$62 million bond formalized with voestalpine
by Matt Shinall
Mar 28, 2013 | 4776 views | 0 0 comments | 16 16 recommendations | email to a friend | print
As the first building goes up at Highland 75, so has interest in the 707-acre master-planned industrial park.

Industrial prospects and site-selection consultants have expressed increased interest in the economic development project jointly funded by the city of Cartersville and Bartow County. The Cartersville-Bartow County Department of Economic Development promotes and maintains the park located on Cass-White Road.

“It’s rocking and rolling out there,” said Existing Industry Director Rachel Rowell, referring to prospects interested in Highland 75. “It’s getting a lot of attention with the state, we’ve been showing it quite a bit to prospects and construction on voestalpine is moving along pretty well. Bartow County is out there now working on the road project and they are working very quickly at it too, which will be appreciated by the company.”

Roads are being put in place now for acess to the voestalpine site currently under construction. Voestalpine is an Austrian steel company with a metal-stamping division manufacturing parts for the automotive industry. The metal-stamping division is building a $62 million facility in Bartow’s Highland 75.

While a memorandum of understanding was signed in August, the Cartersville-Bartow County Joint Development Authority and the Second Joint Development Authority approved an amendment Tuesday for additional site work and easements for drainage before the Second JDA again formally approved the issuance of $62 million in bonds for the financing of site development and building construction.

Upon completion, the voestalpine Stamptec Division will employ about 220 people at the Bartow site.

To ensure the leads generated and enhanced by voestalpine’s construction activity are supported in their research efforts, the JDA also approved Tuesday a new phase one environmental report on all 707 acres of Highland 75. Bids from two companies were received with the price for environmental studies of varying sizes where the authority discussed whether to have a study completed for the 32 acres owned by voestalpine, the 205 acres comprising phase one of the park or the entire 707 acres. JDA members approved the low bid for studying the entire park for $2,600.
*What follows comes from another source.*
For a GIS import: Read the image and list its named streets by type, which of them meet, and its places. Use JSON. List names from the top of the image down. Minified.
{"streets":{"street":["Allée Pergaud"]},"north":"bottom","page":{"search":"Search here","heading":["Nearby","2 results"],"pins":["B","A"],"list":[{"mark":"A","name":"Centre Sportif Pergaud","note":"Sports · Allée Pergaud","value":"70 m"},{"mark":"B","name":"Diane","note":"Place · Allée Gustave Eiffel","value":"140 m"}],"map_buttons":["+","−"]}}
“During some of the recent activity we’ve had, in meeting with consultants all of them have been pleased with the level of information with respect to archeology, geo-tech and other studies,” said Assistant City Attorney Keith Lovell. “But one of the comments we’ve heard is that they prefer to have basic environmental studies on a three- to four-year cycle just to show that we don’t have a 10-year-old study and that we don’t know what’s happened on the property since then. Also, one of the things voestalpine has requested as a part of due diligence is an update on their property within phase 1, which this would include.”

Additional property development work was approved for a total of $200,000 to complete necessary geo-technical studies, surveying and soil tests.

The authority also approved economic development staff to execute scheduled payments throughout 2013 according to a prepared debt-service worksheet with the approval of the JDA treasurer.